Top of Supplied information

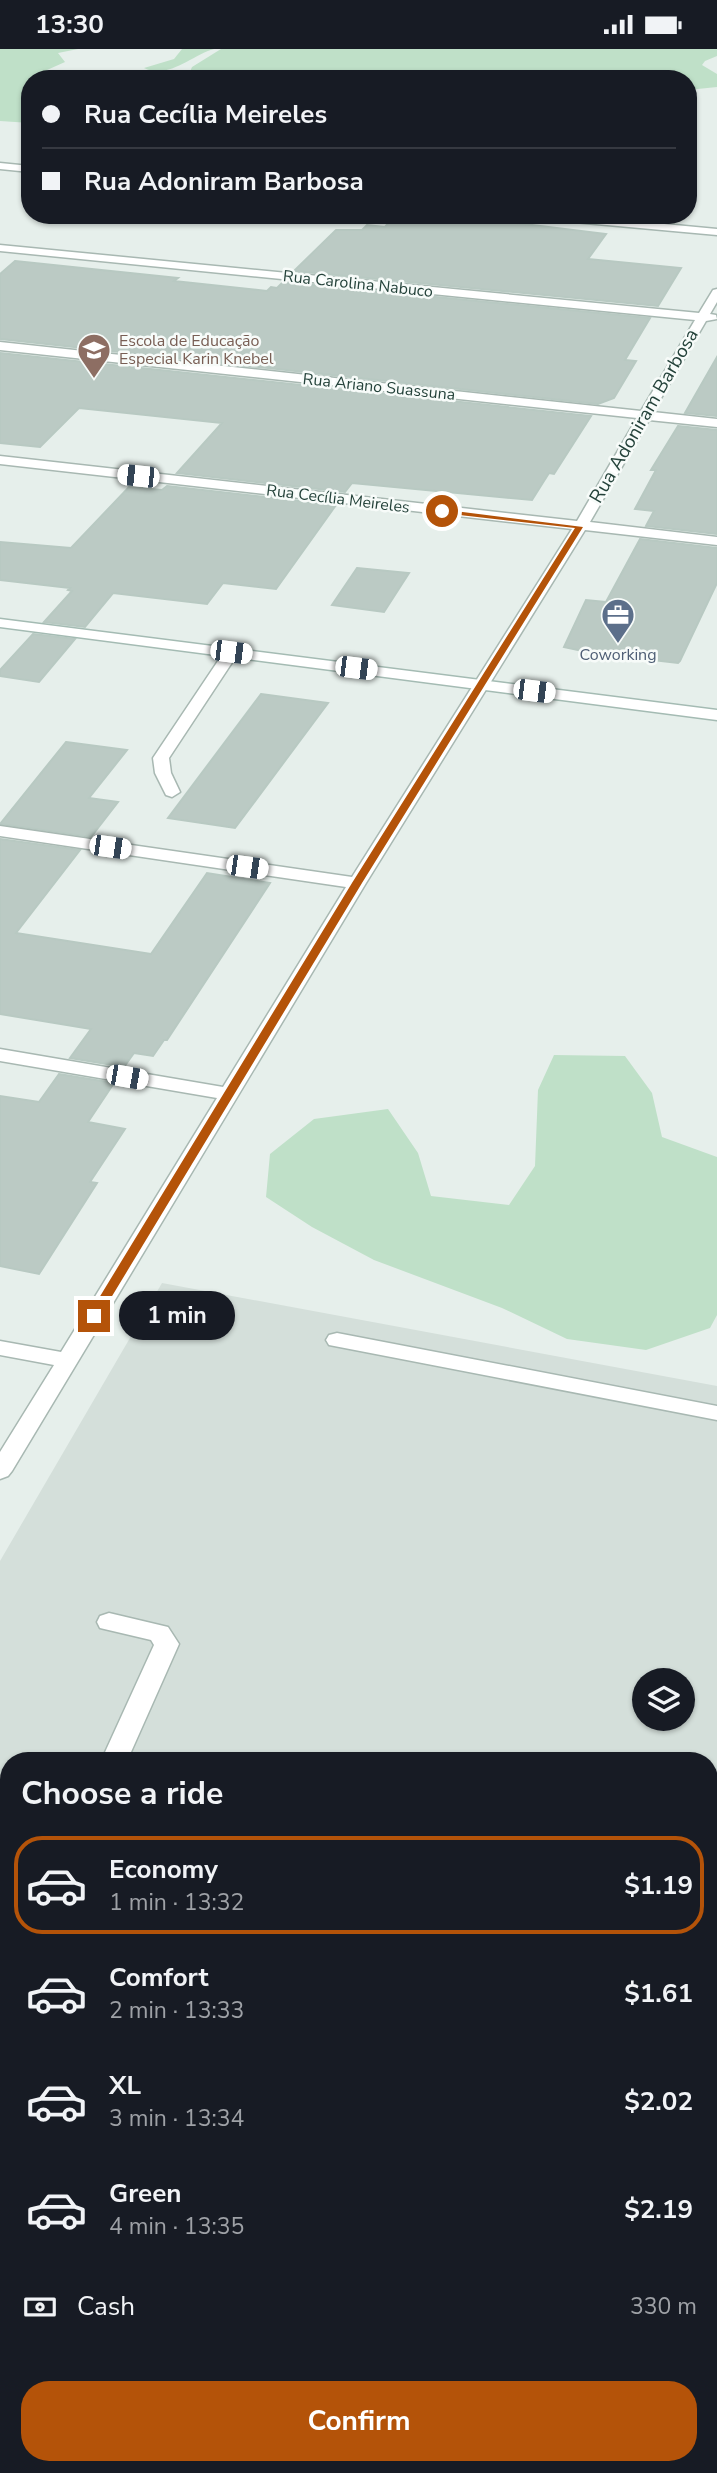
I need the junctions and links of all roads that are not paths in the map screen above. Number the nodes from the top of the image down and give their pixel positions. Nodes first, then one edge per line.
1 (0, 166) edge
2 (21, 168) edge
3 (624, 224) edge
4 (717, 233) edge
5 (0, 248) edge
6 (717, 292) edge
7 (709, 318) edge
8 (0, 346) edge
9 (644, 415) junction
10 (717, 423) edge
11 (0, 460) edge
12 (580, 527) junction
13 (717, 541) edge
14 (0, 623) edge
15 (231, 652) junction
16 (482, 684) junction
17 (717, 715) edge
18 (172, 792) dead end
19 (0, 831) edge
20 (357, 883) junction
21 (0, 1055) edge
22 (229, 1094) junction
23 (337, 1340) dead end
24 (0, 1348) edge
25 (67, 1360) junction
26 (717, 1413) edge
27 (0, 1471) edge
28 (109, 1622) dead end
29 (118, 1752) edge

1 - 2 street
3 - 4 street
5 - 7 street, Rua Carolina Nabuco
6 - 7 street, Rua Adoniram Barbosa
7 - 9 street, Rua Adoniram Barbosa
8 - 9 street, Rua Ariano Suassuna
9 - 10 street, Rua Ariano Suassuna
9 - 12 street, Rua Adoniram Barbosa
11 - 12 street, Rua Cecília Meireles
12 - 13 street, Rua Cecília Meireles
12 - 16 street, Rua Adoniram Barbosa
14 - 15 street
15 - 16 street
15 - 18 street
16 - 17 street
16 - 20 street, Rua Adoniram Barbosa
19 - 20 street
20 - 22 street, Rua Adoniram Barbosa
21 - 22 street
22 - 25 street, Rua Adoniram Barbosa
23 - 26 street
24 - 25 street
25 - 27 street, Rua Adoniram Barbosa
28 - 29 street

Bottom of Supplied information

Please filter the entries above down to the lines holding "Ariano" and copy them.

8 - 9 street, Rua Ariano Suassuna
9 - 10 street, Rua Ariano Suassuna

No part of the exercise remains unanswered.